Wie beeinflusst Facebook die Identitätsentwicklung Heranwachsender? FU-Doktorandin Anna Metzler untersucht das Verhalten von Kindern und Jugendlichen im sozialen Netzwerk. Von Friederike Oertel
[slideshow_deploy id=’22965′]Posts, Fotos, Kommentare: Vor allem für Jugendliche ist Facebook eine digitale Spielwiese. Eine ideale Plattform, um mit Freunden zu chatten, deren Beiträge zu kommentieren und Links zu teilen. Aber auch, um sich selbst darzustellen und auszuprobieren. Welches Profilbild kommt gut an, welche Statusmeldung wird mit besonders vielen Likes geehrt? Das Feedback der Anderen ist wichtig. So findet ein Teil ihrer Identitätsbildung mittlerweile im Netz statt. Doch kritische Stimmen mahnen, die Selbstdarstellung sei überzogen und bloße Eigen-PR. Mit dieser Frage beschäftigt sich die Psychologin Anna Metzler in ihrer Doktorarbeit mit dem Titel „Du und Facebook“. Welches Selbstbild entwickeln Kinder und Jugendliche im Netz und wie wirkt sich das auf ihr Verhalten in der Offline-Welt aus?
Jugendliche entwickeln im Internet ihr Selbstbild
Die Idee für das Thema kam Metzler bereits während ihrer Tätigkeit als Kinder- und Jugendpsychotherapeutin: „Einige der Jugendlichen haben mir erzählt, was auf Facebook passiert“, sagt sie. „Die Plattform hat einfach einen großen Stellenwert in ihrem Leben.“ Einen Grund für die Attraktivität von sozialen Netzwerken sieht sie in den Entwicklungsaufgaben, die Kinder und Jugendliche in dieser Lebensphase bewältigen müssen: „Kontakte zu Gleichaltrigen aufzubauen und das eigene Ich im sozialen Kontext wahrzunehmen ist in diesem Alter sehr wichtig. Diese Möglichkeit bietet Facebook“, so die Doktorandin.
In Metzlers erster Studie, die nun veröffentlicht wird, geht es um das Verhältnis von Selbstbild und Selbstdarstellung der Jugendlichen im Netz. „Wie möchte ich gesehen werden? Wie stelle ich mich dar? Diese Fragen sind für Jugendliche besonders wichtig“, erklärt Metzler. Denn wer sie sind und was sie können, erfahren Jugendliche vor allem durch die Interaktion und den Vergleich mit Gleichaltrigen. Die Rückmeldungen der Anderen helfen ihnen dabei, ihr Selbstbild zu entwickeln, so die Doktorandin. Mit der Studie will sie herausfinden, wie sich die Selbstdarstellung im Netz auswirkt. Ihr Fokus liegt dabei besonders auf den positiven Auswirkungen.

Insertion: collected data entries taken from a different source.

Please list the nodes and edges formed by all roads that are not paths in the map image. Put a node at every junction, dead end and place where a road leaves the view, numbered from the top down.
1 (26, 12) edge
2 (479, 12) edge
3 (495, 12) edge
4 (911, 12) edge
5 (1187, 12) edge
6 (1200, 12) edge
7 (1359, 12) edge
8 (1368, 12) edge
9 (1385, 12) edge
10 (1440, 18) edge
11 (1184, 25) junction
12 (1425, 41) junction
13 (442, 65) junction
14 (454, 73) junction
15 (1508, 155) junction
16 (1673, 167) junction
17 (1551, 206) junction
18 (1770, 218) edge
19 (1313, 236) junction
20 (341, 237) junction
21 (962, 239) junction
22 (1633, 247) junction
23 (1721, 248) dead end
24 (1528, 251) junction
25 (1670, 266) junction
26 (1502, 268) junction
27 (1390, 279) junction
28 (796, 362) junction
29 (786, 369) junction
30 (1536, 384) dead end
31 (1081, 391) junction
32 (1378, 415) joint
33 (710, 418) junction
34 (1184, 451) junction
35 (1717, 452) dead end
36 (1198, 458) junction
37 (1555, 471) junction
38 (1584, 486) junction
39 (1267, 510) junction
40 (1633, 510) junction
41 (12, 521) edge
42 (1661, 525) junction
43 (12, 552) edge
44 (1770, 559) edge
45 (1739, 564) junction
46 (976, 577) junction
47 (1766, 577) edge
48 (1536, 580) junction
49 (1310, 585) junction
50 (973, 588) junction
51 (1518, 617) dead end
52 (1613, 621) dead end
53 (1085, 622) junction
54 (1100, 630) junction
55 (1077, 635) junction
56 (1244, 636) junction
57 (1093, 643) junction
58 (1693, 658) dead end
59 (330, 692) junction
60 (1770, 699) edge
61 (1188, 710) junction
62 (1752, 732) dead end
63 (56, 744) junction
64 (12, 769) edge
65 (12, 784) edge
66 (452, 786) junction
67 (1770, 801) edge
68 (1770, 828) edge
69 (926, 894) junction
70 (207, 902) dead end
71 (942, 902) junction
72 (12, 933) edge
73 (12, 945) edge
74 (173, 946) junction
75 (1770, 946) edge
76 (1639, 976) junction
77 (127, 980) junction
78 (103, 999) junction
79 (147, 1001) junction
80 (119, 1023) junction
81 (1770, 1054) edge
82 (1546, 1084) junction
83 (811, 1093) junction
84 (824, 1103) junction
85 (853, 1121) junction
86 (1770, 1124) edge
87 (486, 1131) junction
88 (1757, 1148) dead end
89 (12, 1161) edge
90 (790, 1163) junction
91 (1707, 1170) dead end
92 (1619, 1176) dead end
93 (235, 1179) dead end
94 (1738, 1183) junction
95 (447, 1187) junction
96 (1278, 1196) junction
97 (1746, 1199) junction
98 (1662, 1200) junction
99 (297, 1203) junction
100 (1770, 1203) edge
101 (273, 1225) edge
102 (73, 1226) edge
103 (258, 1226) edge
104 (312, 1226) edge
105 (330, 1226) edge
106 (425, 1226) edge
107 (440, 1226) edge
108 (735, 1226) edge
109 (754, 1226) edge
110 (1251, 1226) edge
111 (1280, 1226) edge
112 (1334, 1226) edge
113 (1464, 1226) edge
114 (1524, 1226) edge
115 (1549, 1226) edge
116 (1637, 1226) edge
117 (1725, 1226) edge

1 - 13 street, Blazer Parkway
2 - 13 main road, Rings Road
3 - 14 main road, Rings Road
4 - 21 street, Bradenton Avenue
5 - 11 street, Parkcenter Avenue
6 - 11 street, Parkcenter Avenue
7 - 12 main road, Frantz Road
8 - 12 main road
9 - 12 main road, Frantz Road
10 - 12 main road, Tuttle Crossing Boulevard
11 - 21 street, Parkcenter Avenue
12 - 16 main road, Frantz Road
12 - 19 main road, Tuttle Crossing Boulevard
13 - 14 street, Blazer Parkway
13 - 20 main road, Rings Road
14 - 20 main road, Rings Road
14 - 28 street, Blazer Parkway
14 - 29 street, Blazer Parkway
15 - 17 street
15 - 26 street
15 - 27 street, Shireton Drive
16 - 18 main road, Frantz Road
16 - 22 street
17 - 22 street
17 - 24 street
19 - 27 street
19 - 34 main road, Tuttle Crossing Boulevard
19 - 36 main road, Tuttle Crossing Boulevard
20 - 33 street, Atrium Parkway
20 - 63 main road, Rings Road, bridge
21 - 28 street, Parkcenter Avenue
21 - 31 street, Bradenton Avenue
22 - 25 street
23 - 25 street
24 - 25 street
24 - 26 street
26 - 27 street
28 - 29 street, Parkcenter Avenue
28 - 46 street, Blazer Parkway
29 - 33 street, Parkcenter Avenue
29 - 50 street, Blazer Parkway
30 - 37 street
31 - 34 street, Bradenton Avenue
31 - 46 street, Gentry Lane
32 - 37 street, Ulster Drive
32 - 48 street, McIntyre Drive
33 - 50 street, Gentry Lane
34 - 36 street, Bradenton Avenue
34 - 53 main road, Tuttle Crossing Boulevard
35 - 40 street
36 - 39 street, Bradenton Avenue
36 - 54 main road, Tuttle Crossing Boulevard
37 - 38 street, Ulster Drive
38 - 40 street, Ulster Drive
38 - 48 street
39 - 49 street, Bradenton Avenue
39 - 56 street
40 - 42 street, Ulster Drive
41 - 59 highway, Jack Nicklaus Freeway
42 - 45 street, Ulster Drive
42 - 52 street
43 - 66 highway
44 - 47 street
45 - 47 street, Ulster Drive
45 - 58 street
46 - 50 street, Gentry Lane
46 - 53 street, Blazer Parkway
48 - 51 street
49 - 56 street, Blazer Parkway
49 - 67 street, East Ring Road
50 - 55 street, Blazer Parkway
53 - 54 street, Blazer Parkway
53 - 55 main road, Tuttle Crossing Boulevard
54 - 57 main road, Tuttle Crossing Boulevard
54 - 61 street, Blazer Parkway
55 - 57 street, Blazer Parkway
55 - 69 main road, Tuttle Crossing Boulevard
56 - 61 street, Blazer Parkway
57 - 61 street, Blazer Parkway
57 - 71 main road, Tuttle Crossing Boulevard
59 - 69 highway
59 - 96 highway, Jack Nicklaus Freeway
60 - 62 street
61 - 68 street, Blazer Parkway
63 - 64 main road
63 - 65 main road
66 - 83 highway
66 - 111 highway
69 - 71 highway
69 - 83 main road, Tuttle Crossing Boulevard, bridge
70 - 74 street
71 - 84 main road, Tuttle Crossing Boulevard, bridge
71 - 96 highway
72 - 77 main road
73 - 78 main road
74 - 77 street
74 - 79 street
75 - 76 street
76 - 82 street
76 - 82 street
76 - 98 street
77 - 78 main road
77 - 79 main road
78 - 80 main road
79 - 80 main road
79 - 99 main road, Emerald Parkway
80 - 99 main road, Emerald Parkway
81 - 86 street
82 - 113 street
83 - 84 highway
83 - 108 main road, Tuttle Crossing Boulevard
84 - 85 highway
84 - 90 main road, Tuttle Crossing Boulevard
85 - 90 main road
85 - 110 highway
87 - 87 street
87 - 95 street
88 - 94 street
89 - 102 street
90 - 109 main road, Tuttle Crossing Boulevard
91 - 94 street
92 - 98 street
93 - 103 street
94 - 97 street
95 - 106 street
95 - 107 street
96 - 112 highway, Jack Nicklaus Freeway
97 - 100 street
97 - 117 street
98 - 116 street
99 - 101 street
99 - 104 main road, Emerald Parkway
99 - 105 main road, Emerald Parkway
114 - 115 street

Stimmen Offline- und Onlinebild überein?
Für die Untersuchung entwickelte die Psychologin Online-Fragebögen, die sie von jugendlichen Probanden ausfüllen ließ. Sie basieren auf gängigen psychologischen Testverfahren, wie beispielsweise der Rosenkranz-Skala, auf der sich die Teilnehmer selber einschätzen können. Die Fragen sollen zum Teil den Offline- mit dem Online-Kontext vergleichen. Metzler erläutert: „Bei der Kategorie ‚Initiierung von Kontakten’ frage ich, wie schwer es dem Probanden fällt, eine Person anzusprechen, die man nicht so gut kennt. Und auf Facebook bezogen: eine Freundschaftsanfrage zu senden.“ Rund 700 Kinder und Jugendliche im Alter von 14 bis 18 Jahren haben sich am ersten Durchlauf beteiligt.
Die Ergebnisse widersprechen dem Bild des digitalen Einsiedlers, der vor lauter Online-Interaktion kaum noch offline soziale Kontakte pflegt. Die meisten Jugendlichen stellen sich im Internet so dar, wie sie sind. Das kann positive Auswirkungen auf ihr Selbstwertgefühl haben: Eine Selbstdarstellung auf Facebook, die mit der eigenen Persönlichkeit übereinstimmt, macht zufriedener als eine geschönte und gestutzte Version von sich im Netz. Verallgemeinern kann man diese Aussage aber keineswegs. Allerdings hat Anna Metzler eine mögliche Antwort parat: „Der Mensch hat das Bedürfnis, so wahrgenommen zu werden, wie er ist.“ Mit wenigen Ausnahmen – Narzissten gibt es online wie offline.